Add to that the high debt & the accompanying interest rates, the balance sheet sure does not look good for the carrier.
Kingfisher Airlines has adopted an interesting strategy to not only increase its chances of filling capacity but also infusing capital back into the company,
Kingfisher Airlines has turned the big ticketing agents into financiers. What this means is that instead of the traditional Net 15, Net21 payment terms the ticketing agents will pay Kingfisher upfront money for the seats. So, Kingfisher gets to collect the money upfront from ticketing agents and in turn promises to pay the ticket agents interest at 3% per month
But does collecting the money upfront instead of the traditional way of getting it after 15, 21 days help the airline enough? May be not, but there are interesting dynamics are at play here.
To start with big ticketing agents account for 70-80% of the total airline ticket sales albeit at discounted rates. Now, when ticketing agents pay Kingfisher Airlines the money upfront for the tickets all the Kingfisher Airline tickets become the most important inventory item for them.

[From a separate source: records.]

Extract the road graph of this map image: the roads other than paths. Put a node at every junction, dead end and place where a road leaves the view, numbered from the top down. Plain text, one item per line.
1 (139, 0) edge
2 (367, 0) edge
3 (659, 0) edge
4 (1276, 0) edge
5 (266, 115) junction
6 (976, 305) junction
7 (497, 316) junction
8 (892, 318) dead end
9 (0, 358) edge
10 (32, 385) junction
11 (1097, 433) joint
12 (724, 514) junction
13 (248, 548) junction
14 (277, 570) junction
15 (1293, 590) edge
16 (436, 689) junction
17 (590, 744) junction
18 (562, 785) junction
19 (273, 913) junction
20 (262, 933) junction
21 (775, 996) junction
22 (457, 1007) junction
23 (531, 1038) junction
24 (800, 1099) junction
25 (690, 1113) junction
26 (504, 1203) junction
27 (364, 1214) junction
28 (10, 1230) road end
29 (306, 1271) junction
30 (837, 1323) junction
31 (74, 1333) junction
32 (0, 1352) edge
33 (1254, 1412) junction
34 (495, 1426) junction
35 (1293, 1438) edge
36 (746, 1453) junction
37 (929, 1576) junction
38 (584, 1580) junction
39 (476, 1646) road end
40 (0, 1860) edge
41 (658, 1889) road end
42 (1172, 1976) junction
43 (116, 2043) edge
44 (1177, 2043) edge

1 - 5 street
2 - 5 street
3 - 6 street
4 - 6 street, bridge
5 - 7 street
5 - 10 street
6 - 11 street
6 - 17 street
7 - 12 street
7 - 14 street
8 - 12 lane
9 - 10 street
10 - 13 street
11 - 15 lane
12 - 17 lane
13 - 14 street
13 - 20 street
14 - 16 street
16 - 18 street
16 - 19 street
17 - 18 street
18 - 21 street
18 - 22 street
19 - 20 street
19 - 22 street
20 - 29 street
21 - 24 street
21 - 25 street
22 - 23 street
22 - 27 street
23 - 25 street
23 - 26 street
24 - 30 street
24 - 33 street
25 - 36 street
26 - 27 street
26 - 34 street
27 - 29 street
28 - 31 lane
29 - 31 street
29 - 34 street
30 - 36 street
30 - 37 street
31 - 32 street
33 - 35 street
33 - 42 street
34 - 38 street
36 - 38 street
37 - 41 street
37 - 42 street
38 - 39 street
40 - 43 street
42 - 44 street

To ensure that the agents recover the payment made, there is the possibility that they ought to give preference to Kingfisher airline tickets when selling it to travellers. So, in a way it looks like a win-win for Kingfisher Airlines. Like hotels, the success (revenues) for airlines depends a lot on occupancy.
So, if Kingfisher Airlines manages to fly its plane with almost full capacity, it would be much better than it is now.
However, there is this 3% monthly interest rate to consider as well. Kingfisher is already paying crores of rupees in interest and this 3% interest rate amounts to a whopping 36% annually.
One wonders if this is too much a burden to receive upfront payments and end up paying additional interest. The scepticism arises from the fact that this is not a new method.
Apparently, Air India tried a similar formula but decide to do away with it after a year. Well, it is Air India so there could have been umpteen factors not causing it to work but lets see if Kingfisher Airlines finds it sustainable.
Obviously, the Competition Is Crying Hoarse!!!
It is obvious, isn’t it. With Kingfisher Airline handholding the biggest selling channel into peddling its own tickets other airlines are feeling left out. They are crying foul as Kingfisher Airlines tries to buy out the ticketing agents with a 3% monthly rate or so to speak.
At the onset it does look bad for other airlines, but hey, no one is stopping you to do so – If you can take the risk of that 3% monthly rate.
I have no idea whether this strategy by Kingfisher will fly but at a much broader level it made me ponder whether these so called anti-competitive strategies are ethically/morally in wrong.
Yes, Kingfisher Airlines might indirectly force the ticketing agents to sell more Kingfisher airline tickets but the model sure does not seem wrong and it is easily replicable, so why should the competitors call it wrong/bad
What are your thoughts on this new strategy by Kingfisher Airlines? Do you think it will help airline with its debt woes to a certain extent?